A medication might help. Similarly, numerous behaviors find themselves diagnosed as a medical problem at once. Clinical interpretations and diagnoses are increasingly incorporated into how we look at ourselves. The drug takes on a disciplining role. And in this sense, medicine is second to social technology, which always aims to influence and guide individual lifestyles.

The second aspect is closely related. Highly developed biotechnology is mutating from healing arts to optimizing the body machine, to its enhancement. For example, growth hormones have been administered to children who are short of stature due to a hormonal deficit for a long time.

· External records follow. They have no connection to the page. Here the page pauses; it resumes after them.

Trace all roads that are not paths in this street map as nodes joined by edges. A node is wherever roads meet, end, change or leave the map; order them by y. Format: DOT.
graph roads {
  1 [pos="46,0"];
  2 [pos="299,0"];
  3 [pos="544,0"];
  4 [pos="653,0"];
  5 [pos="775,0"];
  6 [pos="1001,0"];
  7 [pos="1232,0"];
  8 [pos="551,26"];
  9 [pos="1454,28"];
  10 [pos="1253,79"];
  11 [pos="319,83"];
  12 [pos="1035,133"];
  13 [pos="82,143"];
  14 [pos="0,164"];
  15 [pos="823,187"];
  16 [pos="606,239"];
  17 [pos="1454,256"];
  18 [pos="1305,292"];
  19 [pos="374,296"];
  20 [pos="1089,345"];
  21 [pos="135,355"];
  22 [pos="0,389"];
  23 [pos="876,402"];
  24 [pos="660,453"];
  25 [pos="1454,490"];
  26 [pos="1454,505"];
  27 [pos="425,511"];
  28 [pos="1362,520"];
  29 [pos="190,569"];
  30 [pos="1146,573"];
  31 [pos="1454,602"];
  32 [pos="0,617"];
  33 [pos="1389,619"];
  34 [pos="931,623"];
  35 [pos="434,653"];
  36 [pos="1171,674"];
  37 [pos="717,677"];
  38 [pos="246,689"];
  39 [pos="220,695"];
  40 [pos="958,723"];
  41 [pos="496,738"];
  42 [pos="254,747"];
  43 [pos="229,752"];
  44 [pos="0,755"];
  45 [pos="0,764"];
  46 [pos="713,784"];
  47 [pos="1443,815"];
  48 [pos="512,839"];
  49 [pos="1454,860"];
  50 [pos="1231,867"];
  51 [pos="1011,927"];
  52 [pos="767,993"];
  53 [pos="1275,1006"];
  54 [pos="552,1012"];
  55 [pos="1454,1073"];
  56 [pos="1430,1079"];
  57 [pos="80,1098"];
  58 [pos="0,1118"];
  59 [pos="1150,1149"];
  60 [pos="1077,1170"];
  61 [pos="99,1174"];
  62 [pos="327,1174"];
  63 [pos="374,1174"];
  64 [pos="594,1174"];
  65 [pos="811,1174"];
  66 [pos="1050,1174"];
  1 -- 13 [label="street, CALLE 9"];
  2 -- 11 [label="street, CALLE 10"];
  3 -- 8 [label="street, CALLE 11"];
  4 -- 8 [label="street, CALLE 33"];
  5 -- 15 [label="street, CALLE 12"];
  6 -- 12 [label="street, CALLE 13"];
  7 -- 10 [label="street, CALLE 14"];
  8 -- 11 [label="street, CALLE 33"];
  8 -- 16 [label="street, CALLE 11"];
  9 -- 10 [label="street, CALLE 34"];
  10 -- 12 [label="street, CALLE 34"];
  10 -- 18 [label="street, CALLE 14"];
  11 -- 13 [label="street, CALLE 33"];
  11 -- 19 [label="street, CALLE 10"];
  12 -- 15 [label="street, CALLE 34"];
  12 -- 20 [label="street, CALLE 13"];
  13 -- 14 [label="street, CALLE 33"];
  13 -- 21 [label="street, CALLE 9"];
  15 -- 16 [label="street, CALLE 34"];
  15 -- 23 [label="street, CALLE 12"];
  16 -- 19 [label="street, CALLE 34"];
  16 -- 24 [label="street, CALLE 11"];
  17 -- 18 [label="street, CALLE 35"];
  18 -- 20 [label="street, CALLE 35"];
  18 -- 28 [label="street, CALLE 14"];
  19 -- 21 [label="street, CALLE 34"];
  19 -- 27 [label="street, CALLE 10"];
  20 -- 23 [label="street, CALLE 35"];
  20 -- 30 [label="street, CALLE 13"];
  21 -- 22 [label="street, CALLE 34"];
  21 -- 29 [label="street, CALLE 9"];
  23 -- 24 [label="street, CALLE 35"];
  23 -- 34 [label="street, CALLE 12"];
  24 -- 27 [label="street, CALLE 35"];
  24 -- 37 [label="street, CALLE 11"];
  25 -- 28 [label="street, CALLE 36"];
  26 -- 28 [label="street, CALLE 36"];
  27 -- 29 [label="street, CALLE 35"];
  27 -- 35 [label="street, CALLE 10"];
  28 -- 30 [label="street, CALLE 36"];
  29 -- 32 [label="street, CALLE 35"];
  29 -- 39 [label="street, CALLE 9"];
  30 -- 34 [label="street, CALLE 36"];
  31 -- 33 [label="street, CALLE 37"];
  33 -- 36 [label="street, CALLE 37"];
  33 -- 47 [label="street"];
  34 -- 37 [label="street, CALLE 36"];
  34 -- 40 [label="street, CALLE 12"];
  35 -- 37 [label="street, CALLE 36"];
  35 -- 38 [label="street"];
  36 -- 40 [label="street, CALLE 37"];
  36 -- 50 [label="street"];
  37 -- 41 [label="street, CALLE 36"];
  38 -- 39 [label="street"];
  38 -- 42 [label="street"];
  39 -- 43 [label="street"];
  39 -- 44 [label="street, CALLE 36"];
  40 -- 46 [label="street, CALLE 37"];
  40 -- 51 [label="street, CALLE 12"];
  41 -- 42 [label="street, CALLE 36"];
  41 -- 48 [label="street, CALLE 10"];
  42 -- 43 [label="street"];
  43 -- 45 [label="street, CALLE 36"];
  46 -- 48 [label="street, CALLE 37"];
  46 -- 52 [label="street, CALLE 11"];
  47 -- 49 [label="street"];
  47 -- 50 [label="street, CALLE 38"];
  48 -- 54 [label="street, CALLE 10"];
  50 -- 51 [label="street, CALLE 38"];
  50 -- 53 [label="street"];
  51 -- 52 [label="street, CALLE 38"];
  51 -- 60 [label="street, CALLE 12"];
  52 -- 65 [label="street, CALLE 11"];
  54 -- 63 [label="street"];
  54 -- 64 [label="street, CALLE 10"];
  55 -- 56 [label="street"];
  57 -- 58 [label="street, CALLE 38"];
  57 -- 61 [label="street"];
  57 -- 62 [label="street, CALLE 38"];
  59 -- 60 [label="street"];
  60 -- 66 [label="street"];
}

These hormones also work in children without a deficit. Parents can now conceive tailor-made offspring according to their ideas and desires: for example a son à la Michael Jordan. What was originally intended as a means of correcting a biological deficit ultimately becomes a tool for correcting the biology according to one’s own ideas. A mother then no longer «conceives» her child in the sense of birth, but literally as a draft.

Then the surveillance. Traditionally, epidemics were stopped by disciplining the population, for example by enforcing hygiene regulations, identifying sources of infection, and controlling the routes of infection. Today, totalitarian regimes practice this epidemic policy by perverting government to a “medical” task. Criticism from the population endangers the “health” of the system. It then appears as a “pathogen” and provokes adequate political “immune defence”. If many citizens are dissatisfied with the regime, it is an “epidemic”. Then you send out an army of artificially intelligent tracking police officers to identify “infected” critical citizens.

The mature citizen

Whether I get sick or not is my business! – This defiance is often interpreted today as an expression of a will for freedom. But at some point the individual body’s desire for freedom reaches the threshold where it disturbs and endangers the stability of the social upper body – and thus itself. Complexity researchers speak of “criticality”. The smallest changes in a healthcare system can lead to unforeseen events – perhaps to collapse. A measure such as mandatory vaccination does not mean the establishment of a “totalitarian” system, but rather the defusing of its criticality.

Vaccination skepticism therefore appears much more as a reaction to the standard healing approach of technological medicine: the partial (self-) disempowerment of the patient. What is meant by this is made clear by a definition in the Oxford English Dictionary: “The patient is a person who endures pain, suffering, hardship, etc., serenely, without discomfort or complaint, in quiet expectation.”

Calm expectation has given way to the angry uneasiness of the citizen, who doesn’t want to simply be a “sufferer”. He empowers himself. Not in the sense that he renounces modern medical treatment, but dares to use his own bodily mind. The patient is replaced by the full-bodied citoyen. Physical maturity also in the sense of solidarity – that could be the beginning of an enlightened culture of health and illness. Or just a utopia?

Edward Kaser is a physicist and holds a doctorate in philosophy. He works as a teacher, freelance journalist and jazz musician.